Wherever there is a powerpoint there is the potential to recharge a battery electric vehicle. The established electricity grid is a key reason BEVs have become the preferred new energy choice.
So just as you plug in a hose to fill up the tank of your petrol-fuelled car, so you plug in an electric cable to recharge the battery of your EV.
But while the fuel hose runs at a regulated speed and you know pretty much down to the second how long it will take to fill up your car, it’s a lot more complicated with an EV.
How long a battery takes to recharge from empty to full depends on the capacity of the charger and the size of the battery.
The basic way to recharge is at home via the 240v wall socket. That is the slowest method and can take 24 hours or more to take the battery from empty to full.

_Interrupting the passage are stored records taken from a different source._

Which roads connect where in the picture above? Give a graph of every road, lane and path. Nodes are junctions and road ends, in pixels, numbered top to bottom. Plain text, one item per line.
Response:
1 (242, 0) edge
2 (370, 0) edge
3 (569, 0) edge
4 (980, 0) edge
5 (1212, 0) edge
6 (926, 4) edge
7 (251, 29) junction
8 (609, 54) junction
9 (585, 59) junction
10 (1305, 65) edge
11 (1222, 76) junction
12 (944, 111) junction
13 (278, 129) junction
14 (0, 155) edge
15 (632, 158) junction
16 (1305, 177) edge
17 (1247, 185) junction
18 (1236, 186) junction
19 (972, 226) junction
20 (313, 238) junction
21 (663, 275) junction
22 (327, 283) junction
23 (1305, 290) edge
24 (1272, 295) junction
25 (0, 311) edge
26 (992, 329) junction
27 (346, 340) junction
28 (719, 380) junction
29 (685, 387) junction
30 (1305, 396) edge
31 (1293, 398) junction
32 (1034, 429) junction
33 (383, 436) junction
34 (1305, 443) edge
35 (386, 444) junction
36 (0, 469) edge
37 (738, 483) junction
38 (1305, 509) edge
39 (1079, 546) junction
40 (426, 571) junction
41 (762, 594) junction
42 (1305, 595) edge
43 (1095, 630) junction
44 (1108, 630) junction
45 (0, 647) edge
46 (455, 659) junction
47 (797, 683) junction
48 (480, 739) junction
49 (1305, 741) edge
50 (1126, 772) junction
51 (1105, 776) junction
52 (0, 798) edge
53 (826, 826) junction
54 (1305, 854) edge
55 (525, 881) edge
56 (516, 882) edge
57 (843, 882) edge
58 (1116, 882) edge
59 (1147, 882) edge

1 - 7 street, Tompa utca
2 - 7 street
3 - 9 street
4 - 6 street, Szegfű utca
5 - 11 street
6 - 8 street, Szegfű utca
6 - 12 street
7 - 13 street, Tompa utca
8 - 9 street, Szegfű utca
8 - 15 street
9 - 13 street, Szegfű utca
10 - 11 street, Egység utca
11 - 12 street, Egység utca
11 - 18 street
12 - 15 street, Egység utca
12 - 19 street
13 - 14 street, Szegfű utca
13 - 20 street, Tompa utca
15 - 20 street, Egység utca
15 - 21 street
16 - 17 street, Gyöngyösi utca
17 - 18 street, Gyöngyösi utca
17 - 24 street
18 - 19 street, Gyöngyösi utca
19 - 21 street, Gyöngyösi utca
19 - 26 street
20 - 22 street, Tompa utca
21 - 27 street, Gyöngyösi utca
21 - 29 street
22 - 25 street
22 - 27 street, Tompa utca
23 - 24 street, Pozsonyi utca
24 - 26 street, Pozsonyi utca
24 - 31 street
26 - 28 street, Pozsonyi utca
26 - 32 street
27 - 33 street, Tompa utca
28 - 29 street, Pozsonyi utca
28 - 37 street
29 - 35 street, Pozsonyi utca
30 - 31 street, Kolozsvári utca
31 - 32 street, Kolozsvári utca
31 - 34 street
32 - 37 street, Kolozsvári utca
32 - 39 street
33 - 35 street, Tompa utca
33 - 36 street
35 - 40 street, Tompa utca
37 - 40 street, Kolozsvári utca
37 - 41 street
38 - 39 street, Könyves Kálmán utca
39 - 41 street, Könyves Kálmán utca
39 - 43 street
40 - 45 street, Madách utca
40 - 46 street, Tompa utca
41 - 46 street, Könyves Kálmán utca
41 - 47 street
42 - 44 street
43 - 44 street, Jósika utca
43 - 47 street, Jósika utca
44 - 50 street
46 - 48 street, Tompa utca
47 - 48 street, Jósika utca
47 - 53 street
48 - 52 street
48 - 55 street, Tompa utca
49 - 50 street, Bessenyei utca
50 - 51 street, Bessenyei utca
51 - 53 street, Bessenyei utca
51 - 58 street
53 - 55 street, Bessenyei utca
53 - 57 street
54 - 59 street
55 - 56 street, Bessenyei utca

An AC wallbox charger drops that to under 12 hours or better depending on the car and the charger (they vary in capacity up to 22kW), so you can fully recharge in your garage at home overnight.
The quickest way to refill the battery of a BEV is via DC fast charging. Think of it as a bit like hi-flow diesel at your locals servo only the difference in speed is even more pronounced.
Most fast chargers are 50kW, some are 100kW and a few are ultra-fast 350kW. Most EVs actually can’t charge at latter rate though.
However, new cars are now rolling out with 800 volt systems (up to 400 volts is the usual standard) that also help slash recharging times.
Do they tow?
Yes EVs can come with rated towing capacity. The best in Australia at the moment is the BMW iX that can haul up to 2500kg. That’s 1000kg shy of the top-selling Ford Ranger ute and Toyota LandCruiser SUV.
The reality is EVs aren’t ideal towers yet. Just like diesel or petrol vehicles the energy consumption rate of an EV steeples when there’s a big van or trailer on the back.
But while a diesel vehicle like a Landcruiser has a 128 litre fuel tank to guarantee a decent range, the battery packs in BEVs are already too big and heavy to grow substantially in size to overcome the shortened range triggered by towing.
The tech is improving and this problem will be overcome in time.
There are alternative solutions emerging. Caravans and trailers with electric motors and batteries to supplement the tow vehicle’s capabilities are being tested now.
This tech is still not in production and it will add cost to the purchase price of your caravan. But it looks promising.
Why are BEVs so expensive?
So you’ve probably noticed all cars are getting more expensive. Since COVID hit there’s been a whole heap of challenges relating to materials cost, production halts, microchip shortages and transport and logistics snarls and the cost of freighting stuff.
In a classic economics case study restricted vehicle supply has also triggered price rises. It’s all about supply and demand.
All these issues apply to BEVs, plus the prices of rare earth metals and lithium used in their storage batteries and electric motors are going up as well.
There’s another reason BEV supply is restricted in Australia and that’s the lack of national emission reductions rules that financially punish excessive CO2 outputs and encourage EV take-up.
With EV demand outstripping production globally, manufacturers are sending vehicles where they do the most good in terms of meeting mandatory targets and selling in worthwhile numbers.
It now looks like Australia will soon be developing mandatory CO2 emissions targets designed to accelerate our BEV take-up. That should mean more supply and maybe better prices… But that’s a whole other story.